Dr. Helen Doss is in her fifth year of teaching as an associate professor in the Department of Communications and Fine Arts at Malcolm X College, a two-year community college in Chicago. She teaches a variety of humanities courses for a diverse student population, some of whom are beginning college students while others have degrees and are seeking career changes.
Experiencing a well designed and content-rich science course
Dr. Doss enrolled concurrently in the Genetics and Earth courses in the summer of 2005. She took the Earth course as preparation for a unit on Global Warming in the sophomore humanities curriculum.
The quality of the course content and instruction was just great. The textbook was very approachable and it was easy to use, both for beginners and advanced students. The field studies were excellent and the instructors were good at inviting participation. They posted interesting discussion questions and each student responded to the thread that they were investigating.

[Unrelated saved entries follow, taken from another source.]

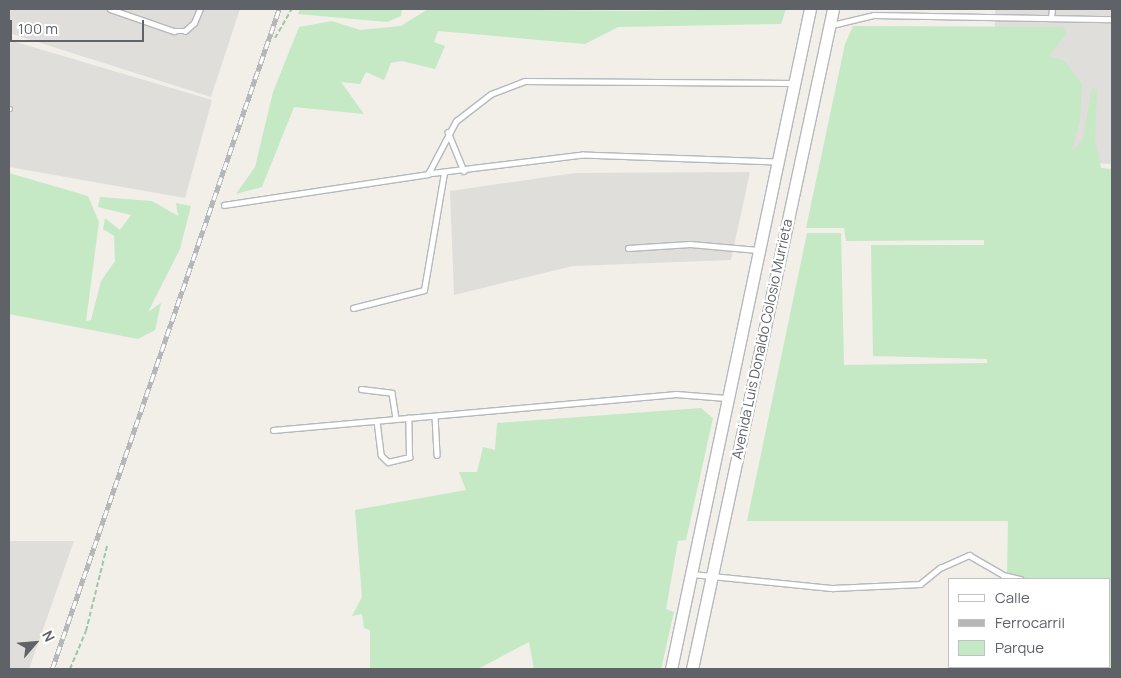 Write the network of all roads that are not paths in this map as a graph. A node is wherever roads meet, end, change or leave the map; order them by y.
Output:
1 (110, 9) edge
2 (200, 9) edge
3 (810, 9) edge
4 (833, 9) edge
5 (864, 9) edge
6 (1052, 9) edge
7 (862, 15) junction
8 (1051, 18) junction
9 (1112, 19) edge
10 (828, 26) junction
11 (794, 83) junction
12 (448, 132) junction
13 (776, 162) junction
14 (798, 168) junction
15 (464, 171) junction
16 (444, 173) junction
17 (428, 174) junction
18 (224, 206) dead end
19 (628, 248) dead end
20 (758, 250) junction
21 (353, 308) dead end
22 (361, 390) dead end
23 (726, 398) junction
24 (435, 416) junction
25 (408, 418) junction
26 (396, 419) junction
27 (377, 421) junction
28 (273, 430) dead end
29 (437, 455) dead end
30 (690, 574) junction
31 (1016, 578) edge
32 (711, 579) junction
33 (670, 669) edge
34 (692, 669) edge

1 - 2 lane
3 - 11 main road, Avenida Luis Donaldo Colosio Murrieta
4 - 10 main road, Avenida Luis Donaldo Colosio Murrieta
5 - 7 lane
6 - 8 lane
7 - 8 lane
7 - 10 lane
8 - 9 lane
10 - 14 main road, Avenida Luis Donaldo Colosio Murrieta
11 - 12 lane
11 - 13 main road, Avenida Luis Donaldo Colosio Murrieta
12 - 15 lane
12 - 17 lane
13 - 14 main road
13 - 15 lane
13 - 20 main road, Avenida Luis Donaldo Colosio Murrieta
14 - 32 main road, Avenida Luis Donaldo Colosio Murrieta
15 - 16 lane
16 - 17 lane
16 - 21 lane
17 - 18 lane
19 - 20 lane
20 - 23 main road, Avenida Luis Donaldo Colosio Murrieta
22 - 26 lane
23 - 24 lane
23 - 30 main road, Avenida Luis Donaldo Colosio Murrieta
24 - 25 lane
24 - 29 lane
25 - 26 lane
25 - 27 lane
26 - 27 lane
27 - 28 lane
30 - 32 lane
30 - 33 main road, Avenida Luis Donaldo Colosio Murrieta
31 - 32 lane
32 - 34 main road, Avenida Luis Donaldo Colosio Murrieta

The assignments were carefully structured and sequenced so that each successive question built on the knowledge and experience that we had acquired early on. I always knew where to go to find information because I had enough prior knowledge to understand the why of the question.
Integrating social science and physical science in a humanities course
Dr. Doss wanted to teach the unit on Global Warming from a social science and a physical science perspective. The SoS course had an impact in two ways—in the content and in the course structure. She used the Earth course as a template for designing the Global Warming unit, both for the investigations that she incorporated, and also in the use of online assignments and discussions.
Originally Dr. Doss set up the discussion forums and posed the discussion questions but as the unit progressed, her students began to take charge of their own learning. They posed their own questions and initiated their own learning communities. She said this about the influence of the Earth course on her teaching and her students' learning:
When teachers are also learners, they teach better. Because I was excited about this and had learned in this way, I could bring my students along. At first my class was quite reticent, but they began to engage in interesting discussions about the topic among themselves, which they initiated via the electronic medium. They could access this collaboration from their own sites and since many were in distant and dispersed locations, 75% felt that this greatly helped them learn. It became a different learning process.
At the end of the unit, we had a Global Summit and each student presented his or her research at the gathering. They were scared at first, but then they realized that they were the experts. They had the information and the resources and could talk about the topic with authority.
The convenience and surprising efficacy of online learning
I think I approached it (the course) in a suspicious way. I did not think it could be as interesting or as rigorous as a face-to-face course. But it certainly was. It allowed me to learn differently and better-at my own pace and on my own schedule. And I had 24-hour access to materials and resources. It changed my opinion of electronic courses.